• Work instruction: Lines from the entries below that hold "main" form the answer; copy all of them.

★ ★ ★ ★

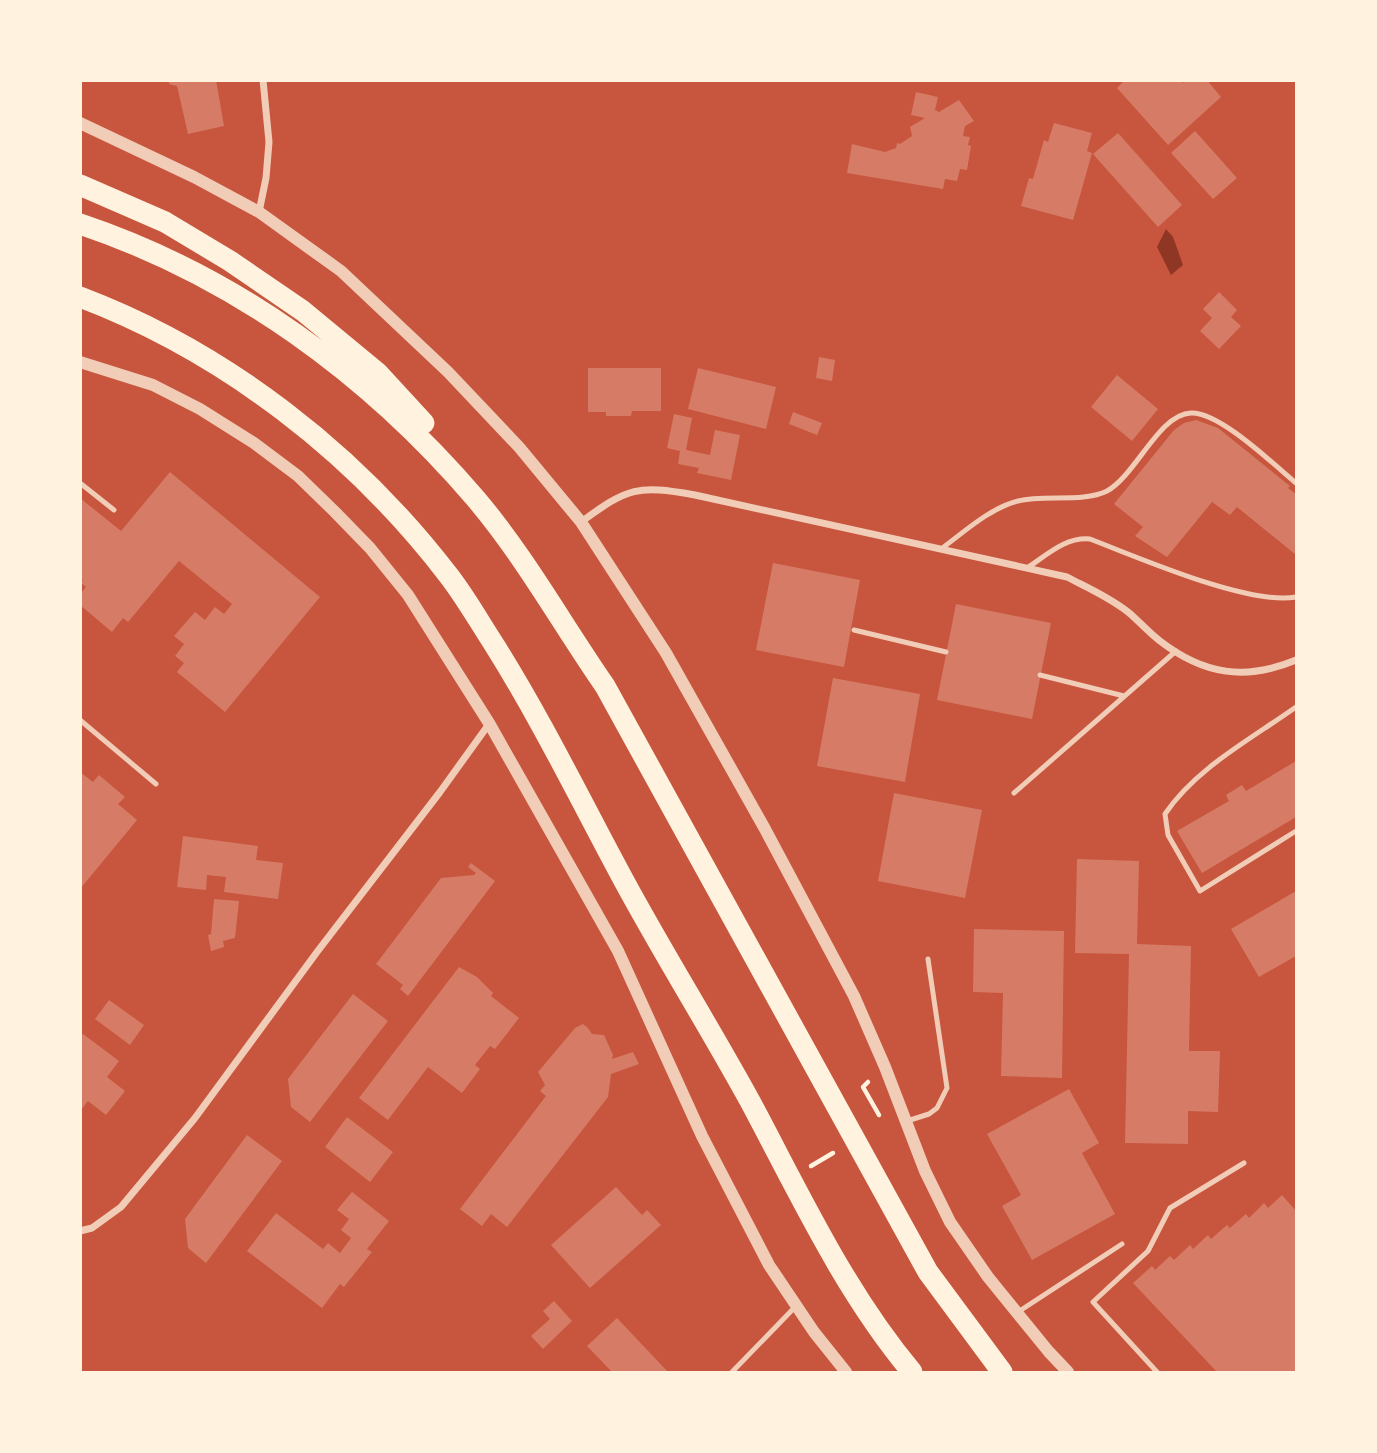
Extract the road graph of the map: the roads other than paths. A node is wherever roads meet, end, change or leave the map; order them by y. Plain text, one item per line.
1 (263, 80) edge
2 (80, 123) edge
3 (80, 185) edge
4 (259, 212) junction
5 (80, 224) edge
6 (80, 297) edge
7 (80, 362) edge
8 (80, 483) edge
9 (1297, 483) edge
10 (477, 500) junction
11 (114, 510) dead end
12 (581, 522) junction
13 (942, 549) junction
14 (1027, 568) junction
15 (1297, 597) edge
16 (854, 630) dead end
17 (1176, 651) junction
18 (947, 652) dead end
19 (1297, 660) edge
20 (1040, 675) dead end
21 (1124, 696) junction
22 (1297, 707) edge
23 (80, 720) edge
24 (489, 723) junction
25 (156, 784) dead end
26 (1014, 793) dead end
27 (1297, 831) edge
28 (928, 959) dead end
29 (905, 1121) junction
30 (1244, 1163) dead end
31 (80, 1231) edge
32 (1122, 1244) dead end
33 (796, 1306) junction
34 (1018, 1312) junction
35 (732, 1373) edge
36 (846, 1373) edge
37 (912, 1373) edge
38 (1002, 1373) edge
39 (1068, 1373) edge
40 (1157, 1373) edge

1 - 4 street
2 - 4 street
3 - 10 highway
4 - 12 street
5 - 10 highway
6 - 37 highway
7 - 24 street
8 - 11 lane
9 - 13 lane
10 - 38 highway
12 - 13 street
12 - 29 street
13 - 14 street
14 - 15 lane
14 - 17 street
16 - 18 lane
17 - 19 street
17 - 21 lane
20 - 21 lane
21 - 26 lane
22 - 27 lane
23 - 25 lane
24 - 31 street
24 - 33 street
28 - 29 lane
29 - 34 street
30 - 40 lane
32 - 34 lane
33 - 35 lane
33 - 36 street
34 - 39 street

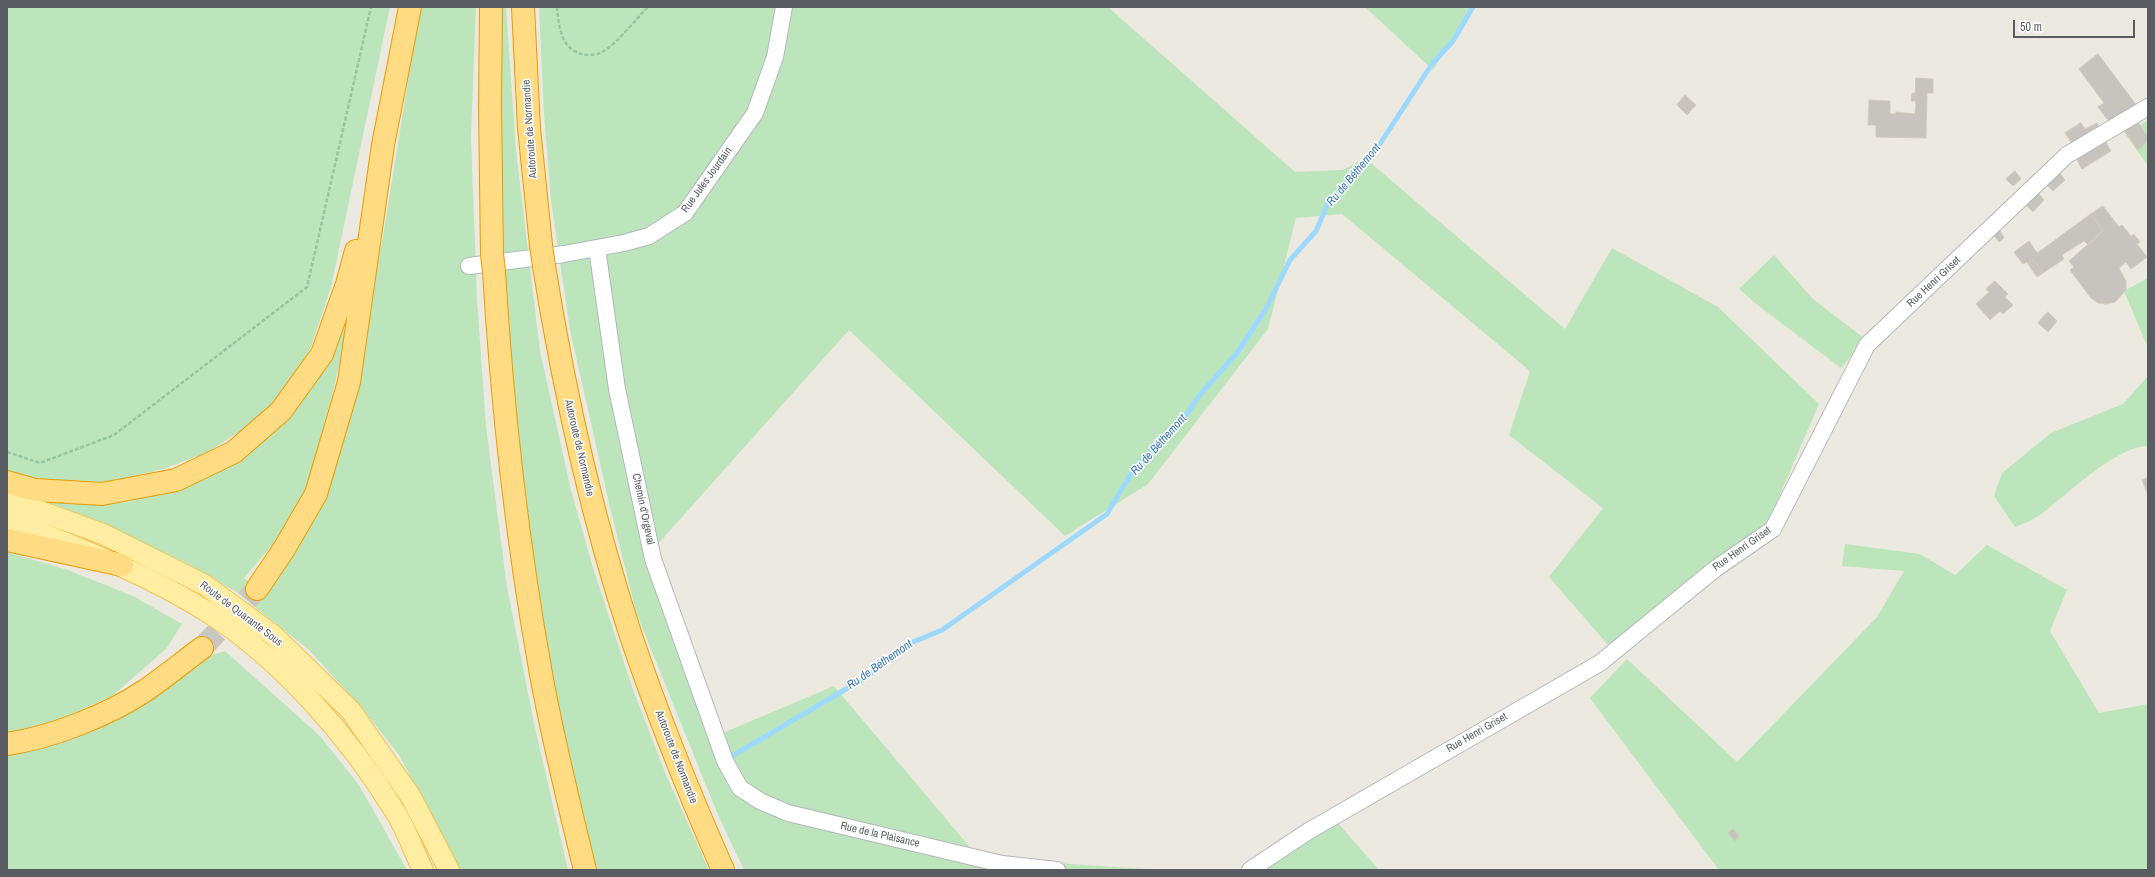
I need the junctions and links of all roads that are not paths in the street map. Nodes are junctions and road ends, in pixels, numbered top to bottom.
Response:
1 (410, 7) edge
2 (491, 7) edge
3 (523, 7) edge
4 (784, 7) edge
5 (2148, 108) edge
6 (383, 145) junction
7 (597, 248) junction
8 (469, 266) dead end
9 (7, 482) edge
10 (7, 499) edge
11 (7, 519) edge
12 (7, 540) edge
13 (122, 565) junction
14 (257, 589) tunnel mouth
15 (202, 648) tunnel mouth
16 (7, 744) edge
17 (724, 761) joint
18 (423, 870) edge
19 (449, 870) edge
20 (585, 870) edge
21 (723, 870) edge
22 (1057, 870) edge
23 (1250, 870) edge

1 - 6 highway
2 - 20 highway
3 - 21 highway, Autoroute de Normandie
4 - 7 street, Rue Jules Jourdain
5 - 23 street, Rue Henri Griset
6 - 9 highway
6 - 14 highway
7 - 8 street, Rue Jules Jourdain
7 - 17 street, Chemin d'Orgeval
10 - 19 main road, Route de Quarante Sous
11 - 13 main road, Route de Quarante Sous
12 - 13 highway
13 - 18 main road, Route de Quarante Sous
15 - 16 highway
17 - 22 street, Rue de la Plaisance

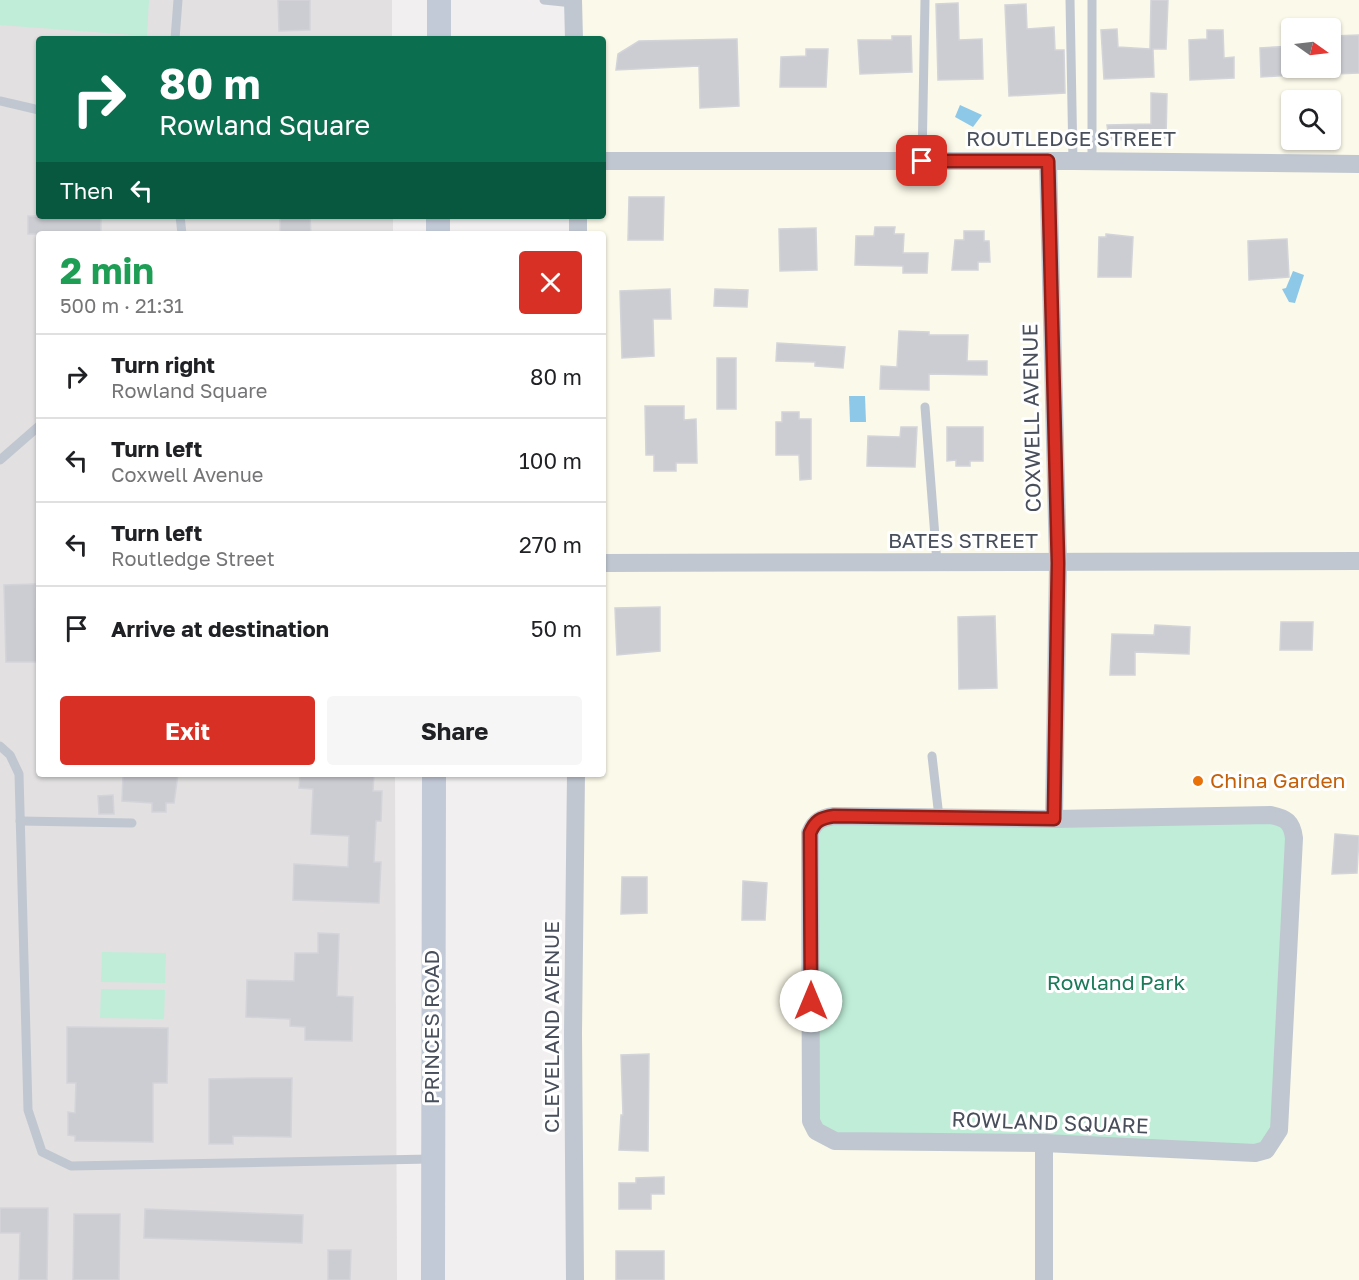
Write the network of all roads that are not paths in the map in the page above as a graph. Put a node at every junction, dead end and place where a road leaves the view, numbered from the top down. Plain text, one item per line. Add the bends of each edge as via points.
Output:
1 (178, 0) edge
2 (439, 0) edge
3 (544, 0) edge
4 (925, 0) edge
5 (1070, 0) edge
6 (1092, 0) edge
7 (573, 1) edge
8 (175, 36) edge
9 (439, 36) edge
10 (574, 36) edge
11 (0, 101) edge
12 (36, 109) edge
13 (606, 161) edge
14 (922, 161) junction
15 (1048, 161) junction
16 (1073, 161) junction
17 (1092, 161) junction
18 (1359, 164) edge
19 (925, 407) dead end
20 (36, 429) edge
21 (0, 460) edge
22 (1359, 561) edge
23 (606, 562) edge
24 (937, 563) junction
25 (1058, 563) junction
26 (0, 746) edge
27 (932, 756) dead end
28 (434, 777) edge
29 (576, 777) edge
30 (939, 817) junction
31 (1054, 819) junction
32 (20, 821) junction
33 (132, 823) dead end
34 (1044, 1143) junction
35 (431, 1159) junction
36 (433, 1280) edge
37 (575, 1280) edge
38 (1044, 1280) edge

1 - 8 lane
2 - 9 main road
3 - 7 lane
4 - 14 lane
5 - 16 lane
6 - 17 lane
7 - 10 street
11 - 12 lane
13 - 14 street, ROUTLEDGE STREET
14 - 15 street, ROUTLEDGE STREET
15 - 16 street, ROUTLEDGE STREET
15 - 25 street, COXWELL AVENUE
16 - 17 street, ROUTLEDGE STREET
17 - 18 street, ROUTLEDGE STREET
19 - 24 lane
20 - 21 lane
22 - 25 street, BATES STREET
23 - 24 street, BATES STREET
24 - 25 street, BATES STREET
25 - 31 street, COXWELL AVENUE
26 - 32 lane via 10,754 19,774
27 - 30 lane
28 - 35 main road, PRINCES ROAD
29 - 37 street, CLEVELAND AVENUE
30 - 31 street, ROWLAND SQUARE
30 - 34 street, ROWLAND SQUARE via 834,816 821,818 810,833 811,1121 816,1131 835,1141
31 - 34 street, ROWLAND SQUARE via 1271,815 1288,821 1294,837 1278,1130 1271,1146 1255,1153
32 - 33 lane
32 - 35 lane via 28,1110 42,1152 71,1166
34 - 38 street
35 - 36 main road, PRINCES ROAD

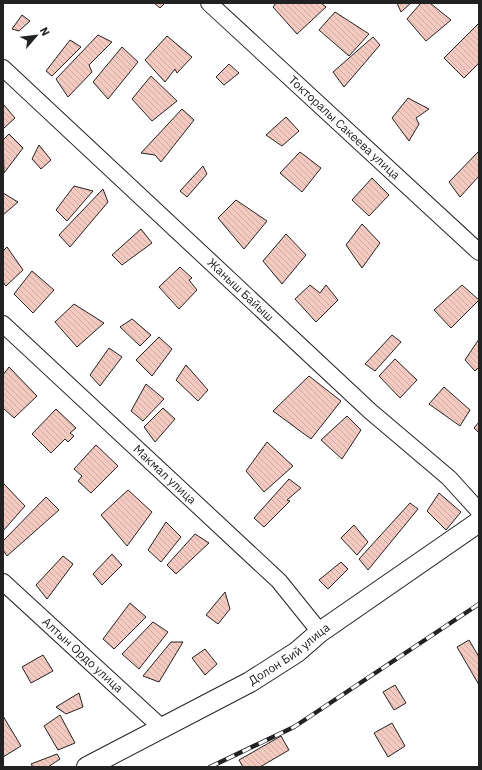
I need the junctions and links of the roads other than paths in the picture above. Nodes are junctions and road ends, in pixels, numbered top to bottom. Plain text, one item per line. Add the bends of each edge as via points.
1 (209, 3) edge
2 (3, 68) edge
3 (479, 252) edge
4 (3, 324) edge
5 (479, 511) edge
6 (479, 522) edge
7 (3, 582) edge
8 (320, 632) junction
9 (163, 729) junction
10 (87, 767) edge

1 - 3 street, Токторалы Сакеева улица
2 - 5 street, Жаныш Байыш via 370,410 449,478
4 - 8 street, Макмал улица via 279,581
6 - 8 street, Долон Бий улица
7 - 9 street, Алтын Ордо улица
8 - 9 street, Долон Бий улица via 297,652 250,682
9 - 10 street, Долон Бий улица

★ ★ ★ ★

• Result for this exercise:
10 - 19 main road, Route de Quarante Sous
11 - 13 main road, Route de Quarante Sous
13 - 18 main road, Route de Quarante Sous
2 - 9 main road
28 - 35 main road, PRINCES ROAD
35 - 36 main road, PRINCES ROAD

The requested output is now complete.